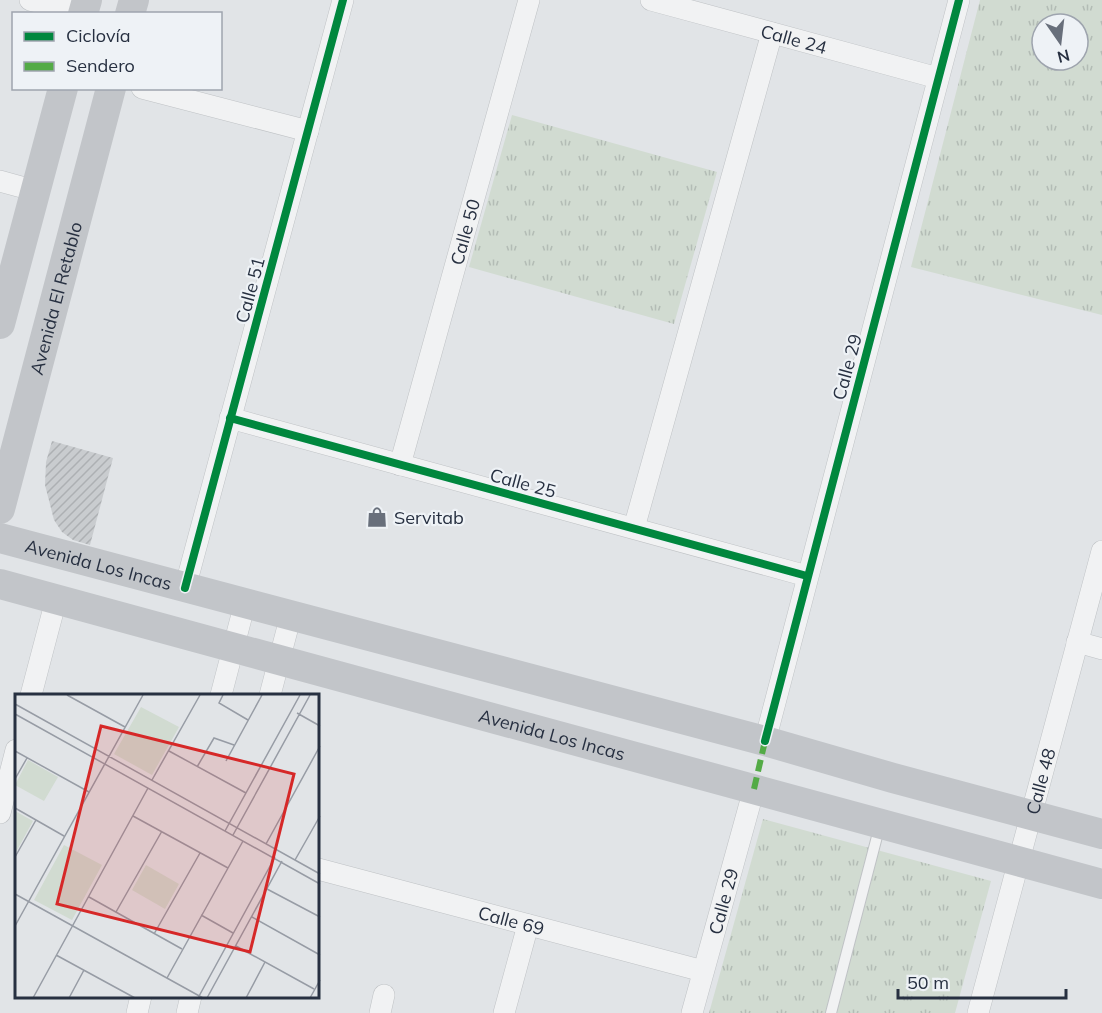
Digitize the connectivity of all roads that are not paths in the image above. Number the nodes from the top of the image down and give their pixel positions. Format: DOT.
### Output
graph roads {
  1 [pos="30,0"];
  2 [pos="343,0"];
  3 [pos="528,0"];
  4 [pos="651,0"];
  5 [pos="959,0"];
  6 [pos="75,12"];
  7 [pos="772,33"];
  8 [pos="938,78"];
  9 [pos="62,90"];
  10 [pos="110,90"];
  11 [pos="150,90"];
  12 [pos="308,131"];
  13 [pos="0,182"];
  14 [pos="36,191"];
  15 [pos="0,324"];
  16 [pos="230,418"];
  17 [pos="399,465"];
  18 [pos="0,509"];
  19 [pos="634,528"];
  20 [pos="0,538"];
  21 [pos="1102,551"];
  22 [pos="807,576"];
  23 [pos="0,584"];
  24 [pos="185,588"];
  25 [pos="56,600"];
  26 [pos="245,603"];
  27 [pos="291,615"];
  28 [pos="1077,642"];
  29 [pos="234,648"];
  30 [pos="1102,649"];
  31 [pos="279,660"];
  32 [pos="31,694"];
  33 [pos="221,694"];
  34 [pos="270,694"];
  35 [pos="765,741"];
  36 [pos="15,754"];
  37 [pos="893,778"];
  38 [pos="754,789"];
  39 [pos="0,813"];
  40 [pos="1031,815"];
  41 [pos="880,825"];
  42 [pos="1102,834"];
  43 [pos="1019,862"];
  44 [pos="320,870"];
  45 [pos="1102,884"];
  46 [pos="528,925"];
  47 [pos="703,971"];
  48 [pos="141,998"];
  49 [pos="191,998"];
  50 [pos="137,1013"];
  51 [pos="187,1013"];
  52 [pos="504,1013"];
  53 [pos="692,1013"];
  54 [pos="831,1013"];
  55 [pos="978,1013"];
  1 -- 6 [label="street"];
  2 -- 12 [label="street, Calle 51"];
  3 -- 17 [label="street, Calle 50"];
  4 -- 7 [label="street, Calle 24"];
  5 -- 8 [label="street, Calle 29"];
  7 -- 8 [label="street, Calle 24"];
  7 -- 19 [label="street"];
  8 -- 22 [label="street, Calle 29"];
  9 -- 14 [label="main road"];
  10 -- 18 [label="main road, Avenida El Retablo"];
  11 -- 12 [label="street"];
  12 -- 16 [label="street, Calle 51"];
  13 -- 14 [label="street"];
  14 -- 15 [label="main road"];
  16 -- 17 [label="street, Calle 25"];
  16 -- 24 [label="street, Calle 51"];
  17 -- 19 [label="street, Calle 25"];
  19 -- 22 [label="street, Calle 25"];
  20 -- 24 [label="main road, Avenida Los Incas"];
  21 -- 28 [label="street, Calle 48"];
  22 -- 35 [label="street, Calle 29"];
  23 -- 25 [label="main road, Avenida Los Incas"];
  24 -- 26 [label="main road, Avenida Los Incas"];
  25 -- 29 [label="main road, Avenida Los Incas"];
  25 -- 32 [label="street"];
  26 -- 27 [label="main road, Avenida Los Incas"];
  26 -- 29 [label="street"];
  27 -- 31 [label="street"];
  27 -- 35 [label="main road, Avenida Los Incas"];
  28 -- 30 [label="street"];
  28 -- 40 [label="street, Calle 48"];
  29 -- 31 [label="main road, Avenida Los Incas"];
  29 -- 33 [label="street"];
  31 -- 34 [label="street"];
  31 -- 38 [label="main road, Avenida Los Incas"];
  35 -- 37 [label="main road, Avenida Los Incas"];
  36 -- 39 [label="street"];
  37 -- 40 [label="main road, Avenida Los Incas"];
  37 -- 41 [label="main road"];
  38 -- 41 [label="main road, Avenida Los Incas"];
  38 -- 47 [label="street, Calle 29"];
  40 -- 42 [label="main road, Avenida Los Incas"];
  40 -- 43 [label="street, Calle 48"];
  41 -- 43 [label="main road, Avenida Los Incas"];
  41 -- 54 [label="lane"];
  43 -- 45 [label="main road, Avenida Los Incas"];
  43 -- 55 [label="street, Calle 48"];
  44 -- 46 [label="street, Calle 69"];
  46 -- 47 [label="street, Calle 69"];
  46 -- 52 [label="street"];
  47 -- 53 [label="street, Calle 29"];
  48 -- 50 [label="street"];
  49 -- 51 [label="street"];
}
...
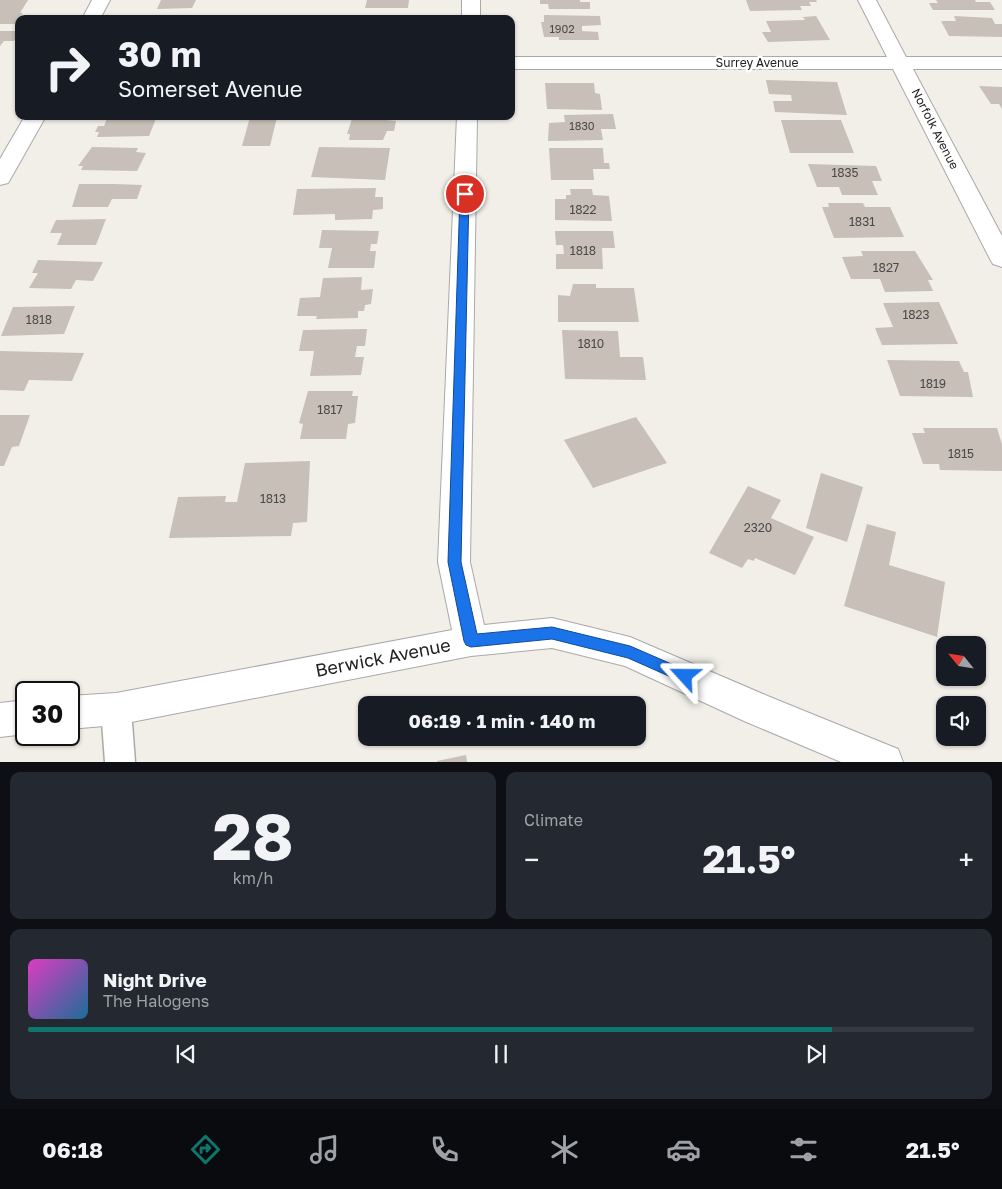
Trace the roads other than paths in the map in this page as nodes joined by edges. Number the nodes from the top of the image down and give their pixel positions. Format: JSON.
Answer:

**What you will do:**
Provide only the count of lines within the entries above that include the string "image".

**Task response:**
2